To evaluate matrix effects, blank maize samples (5.00 ± 0.01 g) were extracted in triplicates with 20 mL of ACN/H₂O, 20/80 (v/v) for 60 min on a rotary shaker (200 rpm) at room temperature and centrifuged (3500 rpm). Matrix-matched standards were prepared at six levels (+a blank level) in triplicates. For this purpose, working standard solutions of mycotoxins were pipetted into HPLC vials, evaporated and reconstituted with 500 µL of raw extract. This resulted in a spiking level of 0, 3.00, 10.0, 30.0, 100, 300 and 1000 µg/L. Afterwards, 80 μL of these solutions were mixed with 20 μL IS working solution in an HPLC vial containing a microinsert.

Sample preparation in general consisted of cereal extraction with the four-fold volume of ACN/H₂O, 20/80 (v/v) for 60 min on a rotary shaker, followed by centrifugation.
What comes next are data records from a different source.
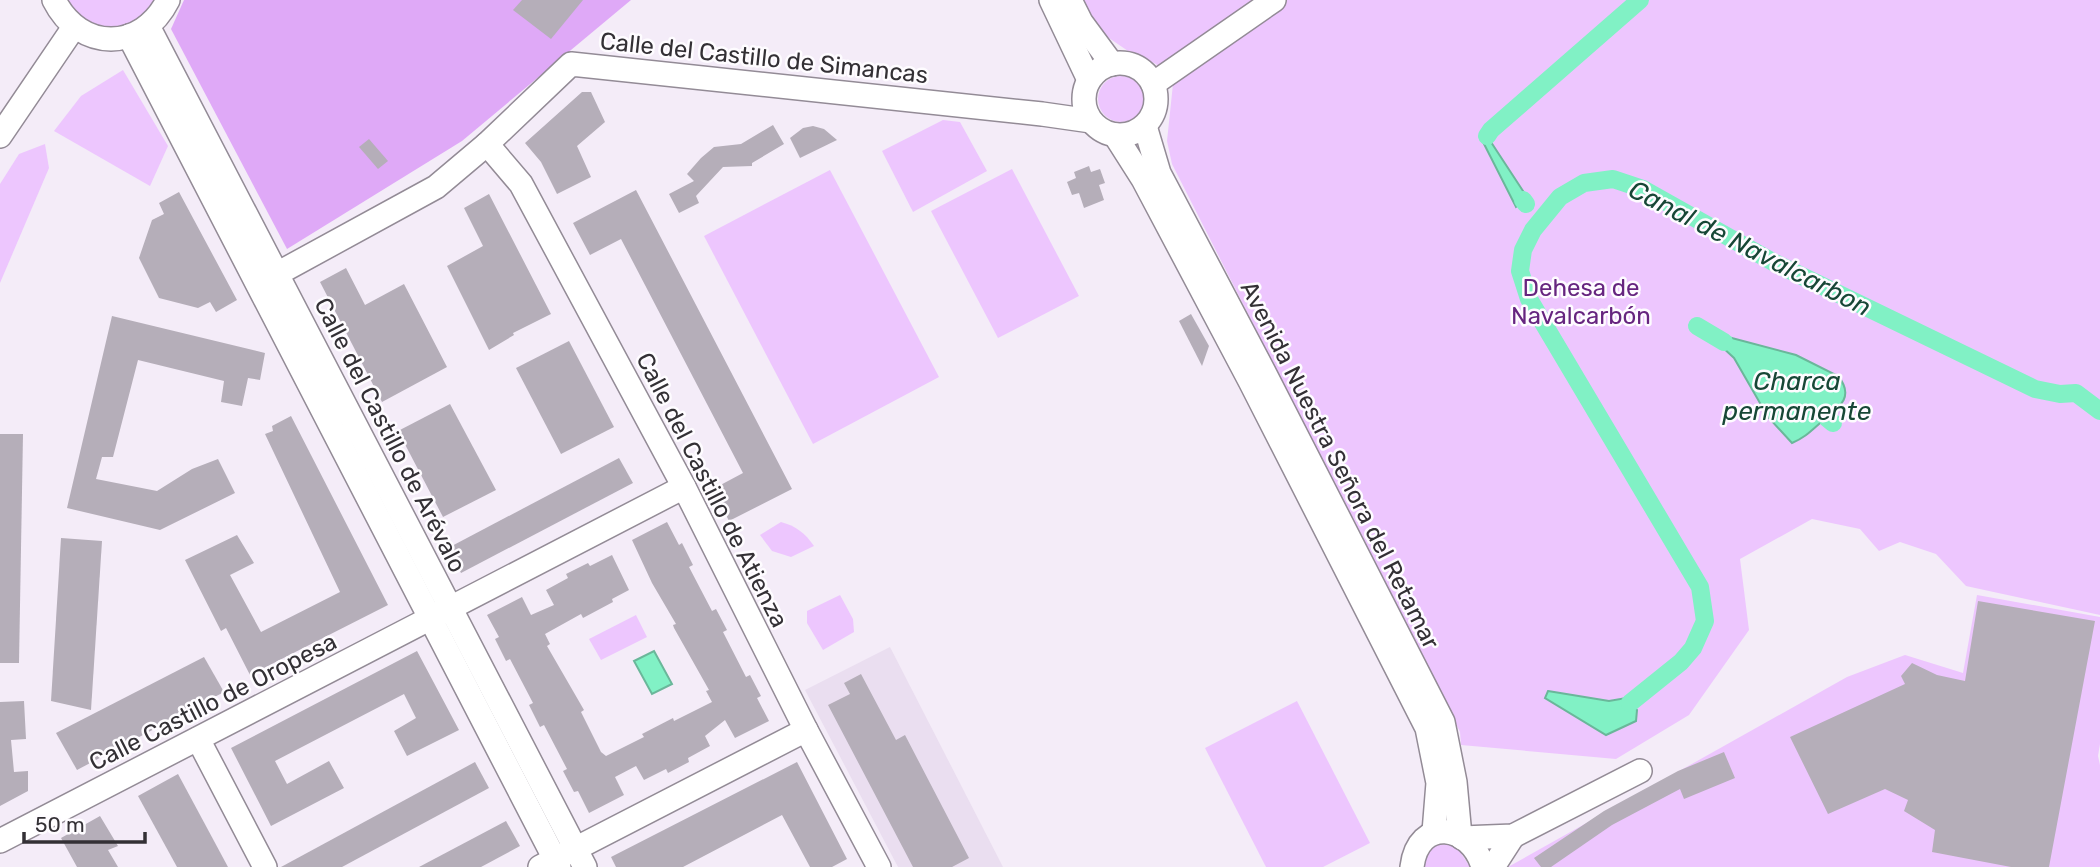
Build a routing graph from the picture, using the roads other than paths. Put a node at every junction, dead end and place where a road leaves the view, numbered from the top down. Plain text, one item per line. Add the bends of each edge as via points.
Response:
1 (54, 0) edge
2 (168, 0) edge
3 (1051, 0) edge
4 (1070, 0) edge
5 (1274, 0) edge
6 (74, 27) junction
7 (139, 31) junction
8 (1112, 64) junction
9 (1153, 84) junction
10 (1086, 90) junction
11 (1042, 114) junction
12 (1091, 121) junction
13 (1145, 127) junction
14 (0, 135) edge
15 (1115, 135) junction
16 (487, 144) junction
17 (268, 279) junction
18 (684, 487) junction
19 (440, 613) junction
20 (806, 730) junction
21 (198, 740) junction
22 (1640, 771) dead end
23 (1434, 832) junction
24 (1513, 836) junction
25 (1461, 837) junction
26 (0, 841) edge
27 (563, 862) edge
28 (265, 867) edge
29 (879, 867) edge
30 (1412, 867) edge
31 (1483, 867) edge
32 (1493, 867) edge

1 - 6 street
2 - 7 street via 161,13
3 - 10 street
4 - 8 street
5 - 9 street
6 - 7 street via 109,40
6 - 14 street
7 - 17 street, Calle del Castillo de Arévalo
8 - 9 street via 1136,66
8 - 10 street via 1095,73
9 - 13 street via 1156,107
10 - 11 street, Calle del Castillo de Simancas via 1068,108
10 - 12 street
11 - 12 street, Calle del Castillo de Simancas
11 - 16 street, Calle del Castillo de Simancas via 571,64
12 - 15 street
13 - 15 street
13 - 25 street, Avenida Nuestra Señora del Retamar via 1159,173 1443,722
15 - 23 street, Avenida Nuestra Señora del Retamar via 1250,381 1427,728 1438,783
16 - 17 street, Calle del Castillo de Simancas via 436,187
16 - 18 street, Calle del Castillo de Atienza via 521,184
17 - 19 street, Calle del Castillo de Arévalo
18 - 19 street, Calle Castillo de Oropesa
18 - 20 street, Calle del Castillo de Atienza
19 - 21 street, Calle Castillo de Oropesa
19 - 27 street, Calle del Castillo de Arévalo
20 - 27 street
20 - 29 street, Calle del Castillo de Atienza
21 - 26 street, Calle Castillo de Oropesa
21 - 28 street
22 - 24 street
23 - 25 street via 1450,831
23 - 30 street via 1420,842
24 - 25 street
24 - 32 street
25 - 31 street via 1472,846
Always, 80 µL of either raw extracts or standard solutions in neat solvents were diluted with 20 µL IS solution (500 µg/L of all four labelled compounds) directly in the HPLC microinsert prior to analysis.

4.5. Data Evaluation

For data evaluation, 1/× weighted calibration curves were obtained for each analyte by plotting the relative response versus the analyte concentration using Analyst 1.6.3 (Sciex, Concord, ON, Canada) software. The peak area of the analyte divided by the peak area of the corresponding internal standard was the relative response. The analytes concentrations were calculated by the relative response and the calibration curves with internal calibration. Apparent recoveries were calculated by the ratio of measured to spiked concentrations, followed by calculating the average value of all six spiking levels in triplicate analysis, expressed in percent.

For the evaluation of matrix effects, the data were first analyzed without considering the internal standards, which led to the determination of the apparent recoveries for external calibration. Furthermore, signal suppression or enhancement (SSE) of the SIDA method was calculated from the spiked blank extracts in the same way. To calculate the extraction recovery (R_E), mean values of the apparent recovery using internal calibration (R_A) were divided by the mean values of the signal suppression or enhancement (SSE). The repeatability (RSD_r) was calculated from the triplicate analysis at seven spiking levels.